Je n'avais pas à travailler et à cause de mes études, il était bien après l'heure de mon coucher. Mais j'avais besoin de suivre le chemin de l'alcoolisme et d'être aussi irresponsable qu'une porte, ma mère adorerait savoir ça.
"Pas de bonne nuit Cendrillon." Je me moquai et il renifla, faisant une grimace mécontente.
"Merde. Le Rohypnol serait mieux ? Je pensais au Frontal, mais je te voulais éveillée, les femmes inconscientes ne sont pas mon truc. Les poupées me terrifient."
"Tu as besoin de te faire soigner, Mike."
Il rit et nous traversâmes la rue, où il y avait quelques bars.
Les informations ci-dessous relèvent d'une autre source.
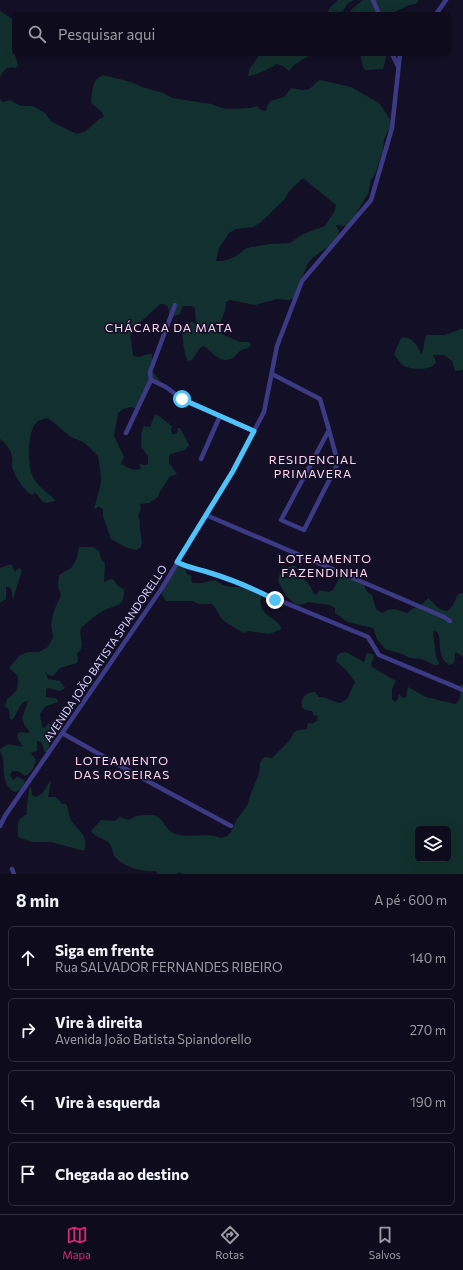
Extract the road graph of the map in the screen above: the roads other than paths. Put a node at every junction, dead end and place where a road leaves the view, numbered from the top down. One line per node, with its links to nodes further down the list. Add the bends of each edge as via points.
1 (372, 0): 3 (street)
2 (446, 0): 4 (street)
3 (378, 12)
4 (437, 12)
5 (393, 56): 7 (street)
6 (400, 56): 7 (street, AVENIDA JOÃO BATISTA SPIANDORELLO)
7 (398, 66): 9 (street, AVENIDA JOÃO BATISTA SPIANDORELLO, via 392,128 371,200 302,281 277,346)
8 (176, 305): 10 (street, via 150,372)
9 (272, 374): 12 (street, via 320,400); 13 (street, AVENIDA JOÃO BATISTA SPIANDORELLO, via 264,412)
10 (151, 380): 11 (street, via 182,399); 14 (street)
11 (220, 416): 13 (street); 15 (street)
12 (329, 430): 12 (street, via 338,463 304,530 281,520)
13 (254, 431): 16 (street, AVENIDA JOÃO BATISTA SPIANDORELLO)
14 (126, 433)
15 (201, 459)
16 (206, 515): 17 (street, AVENIDA JOÃO BATISTA SPIANDORELLO); 18 (street)
17 (177, 562): 19 (street, via 242,585 368,637 379,655); 20 (street, AVENIDA JOÃO BATISTA SPIANDORELLO, via 162,588)
18 (450, 621)
19 (463, 690)
20 (62, 733): 21 (street, AVENIDA JOÃO BATISTA SPIANDORELLO); 22 (street)
21 (0, 826)
22 (231, 826)
23 (12, 869): 24 (street)
24 (14, 874)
Je n'étais pas difficile et pouvoir oublier ma journée troublée en plongeant ma tête dans un tonneau de bière était suffisant.
Le bar était aussi simple qu'un pub, mais la bière était bonne et Mike n'était pas une mauvaise compagnie, du moins en dehors de l'hôpital. J'avais bu avec lui quelques fois et m'étais plus amusée que je ne l'aurais cru possible, au moins c'était facile avec lui.
"Ivy prendra ta place demain, je te mets officiellement en quarantaine." Je fronçai les sourcils en écoutant ces bêtises alors que nous nous asseyions sur les tabourets du bar. "On peut être avertis, Sarah, tu as trop travaillé et tu as déjà dépassé tes heures de travail autorisées pour le mois."
Le barman remplit ma chope et je faillis la vider d'un coup.
"Tu ne ferais pas ça." Je soupirai, manquer le travail serait tragique pour mon esprit troublé.
Mike haussa les épaules, ce n'était pas une blague.
"J'ai besoin d'un vrai travail." Je finis par dire en terminant mon verre. "Les heures supplémentaires me tuent et ça ne paie pas aussi bien que j'en ai besoin."
Mike vida son verre de whisky et claqua le verre sur la table.
"Ne me laisse pas seul dans cet hôpital, je n'ai pas les neurones pour supporter toute cette merde sans ton aide."
"Me recruter comme femme de ménage aiderait ma vie financière et m'empêcherait de sortir de cet asile." S'il pouvait faire ça, ce serait ma salvation.
Mon verre fut rempli à nouveau et Mike me commanda un shot, ça allait être une longue nuit.
"Tu essaies de me saouler, Michael ?" Je ris en avalant le whisky et sentant qu'il brûlait mon âme, il haussa les épaules et rit. "Bien, parce que j'en ai besoin."
La chaleur de l'alcool commença à réchauffer mon corps, c'était bon, familier, et encore mieux après que j'eus arraché la veste de mon dos. Libre, j'ajustai les bretelles de mon débardeur et desserrai ce fichu chignon. Ma tête battait à cause de la force que j'avais utilisée pour le nouer, merci, bien sûr, aux harcèlements de Jess.
"Tu devrais être interdite, Sarah." Mike prit une autre gorgée, fixant les bouteilles sur l'étagère.